_DATA FOR PROCESSING:_
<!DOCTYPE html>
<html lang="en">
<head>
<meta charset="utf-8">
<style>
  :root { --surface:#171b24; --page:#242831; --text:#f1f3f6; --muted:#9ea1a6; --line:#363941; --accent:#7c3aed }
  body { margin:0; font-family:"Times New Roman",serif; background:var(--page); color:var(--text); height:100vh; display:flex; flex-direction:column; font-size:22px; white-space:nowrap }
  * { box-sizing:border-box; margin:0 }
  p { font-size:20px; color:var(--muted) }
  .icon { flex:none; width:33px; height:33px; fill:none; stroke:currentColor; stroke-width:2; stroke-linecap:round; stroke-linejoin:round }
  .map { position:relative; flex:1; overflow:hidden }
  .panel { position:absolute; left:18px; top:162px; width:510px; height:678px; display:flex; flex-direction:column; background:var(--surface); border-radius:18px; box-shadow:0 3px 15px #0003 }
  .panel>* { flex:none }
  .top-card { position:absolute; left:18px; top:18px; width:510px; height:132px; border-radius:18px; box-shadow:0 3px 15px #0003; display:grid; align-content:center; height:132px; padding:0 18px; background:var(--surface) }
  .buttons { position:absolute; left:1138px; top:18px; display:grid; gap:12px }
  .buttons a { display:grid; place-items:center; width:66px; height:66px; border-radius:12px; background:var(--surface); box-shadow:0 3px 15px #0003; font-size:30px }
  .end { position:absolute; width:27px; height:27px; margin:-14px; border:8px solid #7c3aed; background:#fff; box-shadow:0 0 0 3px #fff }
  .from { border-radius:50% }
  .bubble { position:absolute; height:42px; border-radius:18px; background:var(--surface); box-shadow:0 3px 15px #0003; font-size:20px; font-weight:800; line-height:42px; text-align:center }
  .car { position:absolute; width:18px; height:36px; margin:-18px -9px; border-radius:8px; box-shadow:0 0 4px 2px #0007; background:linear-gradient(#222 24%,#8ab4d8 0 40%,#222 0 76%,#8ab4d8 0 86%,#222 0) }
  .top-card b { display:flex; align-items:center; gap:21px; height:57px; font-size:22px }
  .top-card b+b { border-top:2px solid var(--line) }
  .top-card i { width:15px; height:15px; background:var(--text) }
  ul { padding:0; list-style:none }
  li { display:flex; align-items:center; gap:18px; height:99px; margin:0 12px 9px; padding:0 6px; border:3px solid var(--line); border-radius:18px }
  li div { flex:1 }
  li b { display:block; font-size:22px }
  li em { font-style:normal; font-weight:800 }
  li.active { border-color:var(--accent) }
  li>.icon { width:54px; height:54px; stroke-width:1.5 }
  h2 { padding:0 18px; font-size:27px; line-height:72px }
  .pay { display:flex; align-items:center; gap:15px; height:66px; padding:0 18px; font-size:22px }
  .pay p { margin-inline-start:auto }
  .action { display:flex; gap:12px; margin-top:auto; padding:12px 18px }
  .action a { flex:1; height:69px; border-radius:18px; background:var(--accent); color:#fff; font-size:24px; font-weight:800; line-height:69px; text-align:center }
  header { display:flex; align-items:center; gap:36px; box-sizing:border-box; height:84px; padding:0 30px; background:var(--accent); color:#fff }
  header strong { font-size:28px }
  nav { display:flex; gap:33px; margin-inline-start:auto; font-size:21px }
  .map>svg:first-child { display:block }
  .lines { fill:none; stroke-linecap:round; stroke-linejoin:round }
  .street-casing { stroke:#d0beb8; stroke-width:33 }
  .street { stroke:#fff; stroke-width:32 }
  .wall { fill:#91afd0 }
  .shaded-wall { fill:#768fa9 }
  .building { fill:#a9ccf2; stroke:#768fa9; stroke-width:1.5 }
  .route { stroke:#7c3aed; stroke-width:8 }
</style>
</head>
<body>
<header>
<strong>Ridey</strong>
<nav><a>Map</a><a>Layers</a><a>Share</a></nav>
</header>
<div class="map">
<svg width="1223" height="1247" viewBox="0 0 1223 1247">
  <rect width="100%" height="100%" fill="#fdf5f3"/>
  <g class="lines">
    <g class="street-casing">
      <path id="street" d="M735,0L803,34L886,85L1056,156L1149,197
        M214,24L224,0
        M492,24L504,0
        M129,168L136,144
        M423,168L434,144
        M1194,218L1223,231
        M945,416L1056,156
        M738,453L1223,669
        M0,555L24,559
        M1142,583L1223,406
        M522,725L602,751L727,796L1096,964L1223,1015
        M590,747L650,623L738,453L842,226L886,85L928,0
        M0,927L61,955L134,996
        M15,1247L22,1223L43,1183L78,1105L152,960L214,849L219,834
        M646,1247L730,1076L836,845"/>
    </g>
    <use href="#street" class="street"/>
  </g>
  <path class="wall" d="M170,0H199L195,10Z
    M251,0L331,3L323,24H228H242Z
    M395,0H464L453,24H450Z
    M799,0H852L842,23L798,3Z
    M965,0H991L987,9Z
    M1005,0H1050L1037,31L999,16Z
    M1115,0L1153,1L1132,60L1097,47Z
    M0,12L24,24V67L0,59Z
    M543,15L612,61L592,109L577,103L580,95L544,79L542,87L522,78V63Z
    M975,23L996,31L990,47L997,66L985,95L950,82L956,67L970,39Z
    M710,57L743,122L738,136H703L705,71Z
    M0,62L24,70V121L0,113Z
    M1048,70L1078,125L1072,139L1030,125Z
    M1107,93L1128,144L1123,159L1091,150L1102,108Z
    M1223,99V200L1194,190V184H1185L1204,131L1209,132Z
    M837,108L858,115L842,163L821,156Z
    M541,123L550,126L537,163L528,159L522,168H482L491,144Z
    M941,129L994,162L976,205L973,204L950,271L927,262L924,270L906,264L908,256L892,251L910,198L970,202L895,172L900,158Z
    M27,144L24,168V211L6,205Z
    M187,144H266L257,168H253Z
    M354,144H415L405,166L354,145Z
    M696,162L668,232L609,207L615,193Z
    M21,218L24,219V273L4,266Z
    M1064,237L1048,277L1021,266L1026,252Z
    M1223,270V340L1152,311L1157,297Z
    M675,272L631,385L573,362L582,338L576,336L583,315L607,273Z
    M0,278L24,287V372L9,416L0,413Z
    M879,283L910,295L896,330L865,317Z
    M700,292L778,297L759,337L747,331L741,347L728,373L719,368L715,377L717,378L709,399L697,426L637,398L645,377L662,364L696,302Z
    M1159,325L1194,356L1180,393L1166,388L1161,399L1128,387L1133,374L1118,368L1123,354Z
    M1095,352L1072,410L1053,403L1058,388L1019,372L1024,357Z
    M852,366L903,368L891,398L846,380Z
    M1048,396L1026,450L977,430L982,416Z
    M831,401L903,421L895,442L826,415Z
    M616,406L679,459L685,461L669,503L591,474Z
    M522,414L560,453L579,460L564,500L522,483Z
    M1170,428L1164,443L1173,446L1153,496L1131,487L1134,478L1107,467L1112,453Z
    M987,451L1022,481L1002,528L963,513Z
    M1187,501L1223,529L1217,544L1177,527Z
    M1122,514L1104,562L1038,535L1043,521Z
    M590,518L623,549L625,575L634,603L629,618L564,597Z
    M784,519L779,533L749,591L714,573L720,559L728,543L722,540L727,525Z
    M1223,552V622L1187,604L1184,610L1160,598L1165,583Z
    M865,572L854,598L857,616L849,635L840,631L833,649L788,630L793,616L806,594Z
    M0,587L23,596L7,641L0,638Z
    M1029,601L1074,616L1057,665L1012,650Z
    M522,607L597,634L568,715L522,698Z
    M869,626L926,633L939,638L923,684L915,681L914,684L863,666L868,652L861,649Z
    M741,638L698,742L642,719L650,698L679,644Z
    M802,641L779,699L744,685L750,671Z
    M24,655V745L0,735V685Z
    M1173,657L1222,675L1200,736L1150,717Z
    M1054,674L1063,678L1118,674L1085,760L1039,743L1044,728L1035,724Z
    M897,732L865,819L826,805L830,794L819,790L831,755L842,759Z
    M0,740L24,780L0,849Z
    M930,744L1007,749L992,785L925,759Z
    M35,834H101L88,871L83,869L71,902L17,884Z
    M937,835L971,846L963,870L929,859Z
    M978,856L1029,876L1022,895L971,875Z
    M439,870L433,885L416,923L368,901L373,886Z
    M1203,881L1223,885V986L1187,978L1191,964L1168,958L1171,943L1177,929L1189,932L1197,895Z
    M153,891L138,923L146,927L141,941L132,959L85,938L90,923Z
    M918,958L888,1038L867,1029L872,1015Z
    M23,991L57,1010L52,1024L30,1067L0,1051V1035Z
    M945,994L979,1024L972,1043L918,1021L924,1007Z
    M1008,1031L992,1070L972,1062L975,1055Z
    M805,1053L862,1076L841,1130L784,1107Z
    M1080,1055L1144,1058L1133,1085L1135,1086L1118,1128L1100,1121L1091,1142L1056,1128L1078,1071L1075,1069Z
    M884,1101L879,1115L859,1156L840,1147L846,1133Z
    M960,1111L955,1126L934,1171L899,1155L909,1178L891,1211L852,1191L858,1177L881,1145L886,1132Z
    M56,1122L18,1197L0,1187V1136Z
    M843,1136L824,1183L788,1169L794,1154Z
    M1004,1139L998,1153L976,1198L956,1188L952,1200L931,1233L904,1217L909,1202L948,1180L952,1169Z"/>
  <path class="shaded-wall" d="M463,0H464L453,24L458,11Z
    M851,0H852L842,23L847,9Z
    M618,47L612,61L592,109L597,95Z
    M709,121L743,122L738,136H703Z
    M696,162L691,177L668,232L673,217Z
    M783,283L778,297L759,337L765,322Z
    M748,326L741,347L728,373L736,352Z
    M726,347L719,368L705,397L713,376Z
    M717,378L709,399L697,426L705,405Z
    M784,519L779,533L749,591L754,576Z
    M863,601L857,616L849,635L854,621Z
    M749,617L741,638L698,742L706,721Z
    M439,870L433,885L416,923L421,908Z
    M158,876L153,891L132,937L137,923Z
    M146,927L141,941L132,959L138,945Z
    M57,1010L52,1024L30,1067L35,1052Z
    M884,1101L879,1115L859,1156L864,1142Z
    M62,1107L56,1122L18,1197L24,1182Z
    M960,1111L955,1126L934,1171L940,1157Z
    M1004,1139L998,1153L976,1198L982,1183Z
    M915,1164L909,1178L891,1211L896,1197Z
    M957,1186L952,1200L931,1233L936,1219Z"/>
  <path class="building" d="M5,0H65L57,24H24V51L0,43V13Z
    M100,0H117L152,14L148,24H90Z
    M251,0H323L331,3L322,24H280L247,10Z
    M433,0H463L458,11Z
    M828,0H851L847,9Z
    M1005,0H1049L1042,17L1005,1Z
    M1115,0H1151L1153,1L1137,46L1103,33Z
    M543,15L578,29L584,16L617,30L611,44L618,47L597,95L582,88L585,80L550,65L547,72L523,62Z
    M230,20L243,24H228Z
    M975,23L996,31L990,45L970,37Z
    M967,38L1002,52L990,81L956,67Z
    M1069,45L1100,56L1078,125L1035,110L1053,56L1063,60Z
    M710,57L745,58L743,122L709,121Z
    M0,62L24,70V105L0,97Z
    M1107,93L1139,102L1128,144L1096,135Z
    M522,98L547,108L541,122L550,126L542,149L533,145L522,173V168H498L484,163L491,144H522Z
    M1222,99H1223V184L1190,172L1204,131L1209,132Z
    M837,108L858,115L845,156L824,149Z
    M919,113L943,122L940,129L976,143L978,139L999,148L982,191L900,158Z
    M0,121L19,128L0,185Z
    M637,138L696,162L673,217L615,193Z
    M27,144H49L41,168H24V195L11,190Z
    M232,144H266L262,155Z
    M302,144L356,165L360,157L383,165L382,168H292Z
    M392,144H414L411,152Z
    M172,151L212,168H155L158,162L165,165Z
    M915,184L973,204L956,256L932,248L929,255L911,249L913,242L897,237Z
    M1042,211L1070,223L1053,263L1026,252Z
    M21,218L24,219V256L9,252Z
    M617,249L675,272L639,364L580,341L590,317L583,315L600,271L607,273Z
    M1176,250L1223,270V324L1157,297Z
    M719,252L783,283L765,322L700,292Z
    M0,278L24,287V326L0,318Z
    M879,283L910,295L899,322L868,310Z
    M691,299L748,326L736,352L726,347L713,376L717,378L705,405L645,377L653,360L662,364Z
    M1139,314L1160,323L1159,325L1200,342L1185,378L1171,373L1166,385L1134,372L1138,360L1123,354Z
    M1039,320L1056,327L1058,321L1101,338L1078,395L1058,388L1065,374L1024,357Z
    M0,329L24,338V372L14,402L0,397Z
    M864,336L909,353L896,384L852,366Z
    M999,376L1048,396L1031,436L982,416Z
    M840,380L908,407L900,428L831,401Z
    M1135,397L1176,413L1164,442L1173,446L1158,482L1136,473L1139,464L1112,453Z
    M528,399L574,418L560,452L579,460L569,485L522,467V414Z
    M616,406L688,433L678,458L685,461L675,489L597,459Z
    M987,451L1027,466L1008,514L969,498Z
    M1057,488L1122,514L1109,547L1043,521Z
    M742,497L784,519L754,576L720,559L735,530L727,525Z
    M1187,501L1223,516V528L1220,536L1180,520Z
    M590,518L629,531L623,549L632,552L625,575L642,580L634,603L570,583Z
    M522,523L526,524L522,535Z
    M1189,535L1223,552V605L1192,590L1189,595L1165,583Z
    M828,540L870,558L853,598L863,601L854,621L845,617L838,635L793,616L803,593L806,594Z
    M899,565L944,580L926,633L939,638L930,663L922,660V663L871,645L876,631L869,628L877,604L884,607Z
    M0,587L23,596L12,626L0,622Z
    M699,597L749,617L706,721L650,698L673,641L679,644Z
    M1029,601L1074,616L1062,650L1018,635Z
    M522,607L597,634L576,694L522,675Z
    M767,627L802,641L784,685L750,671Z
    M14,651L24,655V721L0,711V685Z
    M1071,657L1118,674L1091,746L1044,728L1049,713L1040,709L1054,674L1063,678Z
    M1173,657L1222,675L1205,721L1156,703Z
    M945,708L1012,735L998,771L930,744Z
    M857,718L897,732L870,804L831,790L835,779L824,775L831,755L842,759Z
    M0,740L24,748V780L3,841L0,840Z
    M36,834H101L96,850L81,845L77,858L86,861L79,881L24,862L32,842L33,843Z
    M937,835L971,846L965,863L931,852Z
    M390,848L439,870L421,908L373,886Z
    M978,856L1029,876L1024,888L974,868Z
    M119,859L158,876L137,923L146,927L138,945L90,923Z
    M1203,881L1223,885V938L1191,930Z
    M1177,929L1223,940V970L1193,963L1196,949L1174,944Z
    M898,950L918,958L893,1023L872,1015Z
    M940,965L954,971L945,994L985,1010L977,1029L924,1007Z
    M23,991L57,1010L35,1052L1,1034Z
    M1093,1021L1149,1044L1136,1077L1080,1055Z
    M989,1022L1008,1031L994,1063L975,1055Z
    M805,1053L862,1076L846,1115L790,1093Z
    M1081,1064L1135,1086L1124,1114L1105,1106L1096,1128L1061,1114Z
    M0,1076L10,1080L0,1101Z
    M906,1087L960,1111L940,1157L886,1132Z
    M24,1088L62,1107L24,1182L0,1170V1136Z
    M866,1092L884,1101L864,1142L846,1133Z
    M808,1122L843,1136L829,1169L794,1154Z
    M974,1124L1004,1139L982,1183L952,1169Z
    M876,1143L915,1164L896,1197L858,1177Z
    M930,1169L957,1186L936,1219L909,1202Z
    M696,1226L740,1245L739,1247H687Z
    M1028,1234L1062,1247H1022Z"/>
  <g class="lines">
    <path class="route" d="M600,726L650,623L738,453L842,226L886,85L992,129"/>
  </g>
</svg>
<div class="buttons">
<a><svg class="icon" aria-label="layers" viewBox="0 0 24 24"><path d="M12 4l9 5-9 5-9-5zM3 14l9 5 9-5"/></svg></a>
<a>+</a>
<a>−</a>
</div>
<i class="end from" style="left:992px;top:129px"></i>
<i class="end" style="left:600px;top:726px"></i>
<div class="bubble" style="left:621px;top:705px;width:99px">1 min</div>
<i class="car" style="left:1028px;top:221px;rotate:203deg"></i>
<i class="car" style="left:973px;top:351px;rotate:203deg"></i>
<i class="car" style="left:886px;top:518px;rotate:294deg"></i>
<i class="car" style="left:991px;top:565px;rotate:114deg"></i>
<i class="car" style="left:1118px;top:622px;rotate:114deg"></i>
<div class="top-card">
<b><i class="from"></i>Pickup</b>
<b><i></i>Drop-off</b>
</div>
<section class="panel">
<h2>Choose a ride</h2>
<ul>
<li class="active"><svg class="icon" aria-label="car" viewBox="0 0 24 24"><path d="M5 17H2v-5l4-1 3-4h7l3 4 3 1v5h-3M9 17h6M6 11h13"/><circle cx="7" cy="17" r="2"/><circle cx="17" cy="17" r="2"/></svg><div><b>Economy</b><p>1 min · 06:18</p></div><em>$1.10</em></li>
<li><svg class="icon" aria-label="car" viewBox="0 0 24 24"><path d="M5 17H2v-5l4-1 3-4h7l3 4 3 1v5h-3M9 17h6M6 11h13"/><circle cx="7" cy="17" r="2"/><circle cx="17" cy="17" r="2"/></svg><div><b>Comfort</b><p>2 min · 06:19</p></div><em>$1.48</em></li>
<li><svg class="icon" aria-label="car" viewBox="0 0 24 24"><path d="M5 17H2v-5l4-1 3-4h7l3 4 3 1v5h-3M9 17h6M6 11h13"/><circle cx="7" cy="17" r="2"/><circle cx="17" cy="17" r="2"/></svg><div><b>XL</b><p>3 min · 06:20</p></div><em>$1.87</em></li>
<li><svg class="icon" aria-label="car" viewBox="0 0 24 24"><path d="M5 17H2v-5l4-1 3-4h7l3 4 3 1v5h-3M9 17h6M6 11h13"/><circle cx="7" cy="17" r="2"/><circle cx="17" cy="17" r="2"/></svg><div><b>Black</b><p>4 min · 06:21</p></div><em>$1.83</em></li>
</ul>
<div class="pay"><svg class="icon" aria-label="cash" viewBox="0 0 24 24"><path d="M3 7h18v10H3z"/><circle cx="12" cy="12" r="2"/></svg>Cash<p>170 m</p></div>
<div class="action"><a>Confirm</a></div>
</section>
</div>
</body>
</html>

_TASK TO CARRY OUT:_
Quote, with nothing altered, all lines from the start of the entries to the line that carries "display:grid; place-items:center; width:66px;", inclusive.

_PROBLEM SOLUTION:_
<!DOCTYPE html>
<html lang="en">
<head>
<meta charset="utf-8">
<style>
  :root { --surface:#171b24; --page:#242831; --text:#f1f3f6; --muted:#9ea1a6; --line:#363941; --accent:#7c3aed }
  body { margin:0; font-family:"Times New Roman",serif; background:var(--page); color:var(--text); height:100vh; display:flex; flex-direction:column; font-size:22px; white-space:nowrap }
  * { box-sizing:border-box; margin:0 }
  p { font-size:20px; color:var(--muted) }
  .icon { flex:none; width:33px; height:33px; fill:none; stroke:currentColor; stroke-width:2; stroke-linecap:round; stroke-linejoin:round }
  .map { position:relative; flex:1; overflow:hidden }
  .panel { position:absolute; left:18px; top:162px; width:510px; height:678px; display:flex; flex-direction:column; background:var(--surface); border-radius:18px; box-shadow:0 3px 15px #0003 }
  .panel>* { flex:none }
  .top-card { position:absolute; left:18px; top:18px; width:510px; height:132px; border-radius:18px; box-shadow:0 3px 15px #0003; display:grid; align-content:center; height:132px; padding:0 18px; background:var(--surface) }
  .buttons { position:absolute; left:1138px; top:18px; display:grid; gap:12px }
  .buttons a { display:grid; place-items:center; width:66px; height:66px; border-radius:12px; background:var(--surface); box-shadow:0 3px 15px #0003; font-size:30px }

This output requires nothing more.